Se había transformado de nuevo en el niño de ojos grises.
Para tener cinco años, era bastante listo y rápido, a juzgar por el aspecto de Montego, que parecía que acababa de correr una maratón.
¿Qué está pasando?
Miro de él a Montego mientras Razor se esconde detrás de mi silla.
—Ese pequeño cabrón me ha mordido y ha salido corriendo.
Quería ver a la humana y no le he dejado —dijo Montego enfadado, señalando a Razor, que parecía culpable.
—Solo quería asegurarme de que la walahni estaba bien.
Parecía triste.
—Va a estar bien, el doctor la está curando ahora mismo.

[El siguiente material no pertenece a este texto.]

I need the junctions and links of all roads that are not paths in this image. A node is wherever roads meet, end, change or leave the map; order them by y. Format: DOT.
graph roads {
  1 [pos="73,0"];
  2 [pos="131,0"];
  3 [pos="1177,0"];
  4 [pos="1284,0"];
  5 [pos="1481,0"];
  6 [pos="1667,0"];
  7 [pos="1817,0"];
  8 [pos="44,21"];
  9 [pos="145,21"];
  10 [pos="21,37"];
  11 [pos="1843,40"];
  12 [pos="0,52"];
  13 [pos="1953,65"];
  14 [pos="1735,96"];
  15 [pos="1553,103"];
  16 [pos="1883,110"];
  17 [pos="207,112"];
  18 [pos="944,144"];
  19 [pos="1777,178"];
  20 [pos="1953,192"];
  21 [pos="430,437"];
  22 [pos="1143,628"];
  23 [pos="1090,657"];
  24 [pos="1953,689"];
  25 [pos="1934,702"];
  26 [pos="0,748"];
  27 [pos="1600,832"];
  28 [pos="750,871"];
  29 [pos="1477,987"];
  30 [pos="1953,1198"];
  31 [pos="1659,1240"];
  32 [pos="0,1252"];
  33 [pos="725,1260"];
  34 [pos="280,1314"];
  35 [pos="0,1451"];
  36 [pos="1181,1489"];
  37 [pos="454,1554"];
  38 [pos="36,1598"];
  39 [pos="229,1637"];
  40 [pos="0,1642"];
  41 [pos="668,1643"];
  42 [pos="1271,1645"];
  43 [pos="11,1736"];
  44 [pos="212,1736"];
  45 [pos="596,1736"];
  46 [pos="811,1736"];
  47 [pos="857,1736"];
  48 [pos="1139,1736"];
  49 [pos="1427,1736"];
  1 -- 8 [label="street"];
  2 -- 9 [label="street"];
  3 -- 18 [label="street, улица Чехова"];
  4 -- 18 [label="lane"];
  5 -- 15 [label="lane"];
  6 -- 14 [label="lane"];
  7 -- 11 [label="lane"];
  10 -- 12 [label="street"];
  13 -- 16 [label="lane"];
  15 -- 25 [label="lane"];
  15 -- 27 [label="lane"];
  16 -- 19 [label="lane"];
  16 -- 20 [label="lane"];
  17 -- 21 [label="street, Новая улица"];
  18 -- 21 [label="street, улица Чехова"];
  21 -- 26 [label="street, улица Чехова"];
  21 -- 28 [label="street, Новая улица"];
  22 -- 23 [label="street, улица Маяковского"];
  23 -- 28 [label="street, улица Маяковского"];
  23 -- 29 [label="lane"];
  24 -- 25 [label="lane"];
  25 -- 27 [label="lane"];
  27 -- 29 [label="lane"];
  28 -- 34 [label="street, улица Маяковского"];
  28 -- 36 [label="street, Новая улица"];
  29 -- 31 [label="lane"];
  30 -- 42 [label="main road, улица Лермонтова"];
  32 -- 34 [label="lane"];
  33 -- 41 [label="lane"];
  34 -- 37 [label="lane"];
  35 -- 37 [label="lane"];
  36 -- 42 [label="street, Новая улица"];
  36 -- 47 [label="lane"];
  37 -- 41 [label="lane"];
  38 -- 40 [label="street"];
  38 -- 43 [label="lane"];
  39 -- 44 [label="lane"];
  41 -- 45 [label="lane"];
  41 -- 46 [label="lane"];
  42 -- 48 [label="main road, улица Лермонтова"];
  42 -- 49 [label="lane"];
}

¿Por qué no vuelves a salir con Montego?
Iré a buscarte cuando el doctor termine, ¿vale?
—¿Nooo, puedo quedalme un atito, po favo?
—lloriqueó Razor, mirándome y gimoteando.
No podía culparlo por querer estar cerca de ella, porque yo sentía lo mismo.
—Vale, puedes quedarte unos minutos, pero después tienes que volver a salir con Montego.
¿Trato hecho?
—le pregunté a Razor.
—Trato hecho —respondió Razor, dejándome cogerlo y sentarlo en la silla en la que yo estaba—.
Voy a salir al pasillo para hablar con Montego unos minutos.
Pórtate bien y no toques su sangre —dije con severidad.
Razor asintió con su cabecita y se subió a la cama, acurrucándose junto a Ji’lahni y frotándole la cabeza para consolarla.
Le susurraba al oído, pero no pude oír lo que decía ni siquiera con mis oídos de lobo.
Salí al vestíbulo.
—¿Dónde están sus primas?
Pensé que venían contigo —pregunté.
—Venían, pero apareció Shadow y dijo que las traería para que las revisaran y se aseguraran de que estaban bien.
Parecía un poco alterado, y eso no es propio de él.
Ahora que lo pienso, tú te ves igual.
¿Qué te pasa?
—me preguntó Montego con recelo.
Me paso la mano por el pelo, respirando hondo, sin entender una mierda de todo esto ahora mismo.
Mi lobo cree que esta mujer es mi pareja; diablos, mi cuerpo también lo cree, pero no puede ser, los lobos no tienen parejas humanas.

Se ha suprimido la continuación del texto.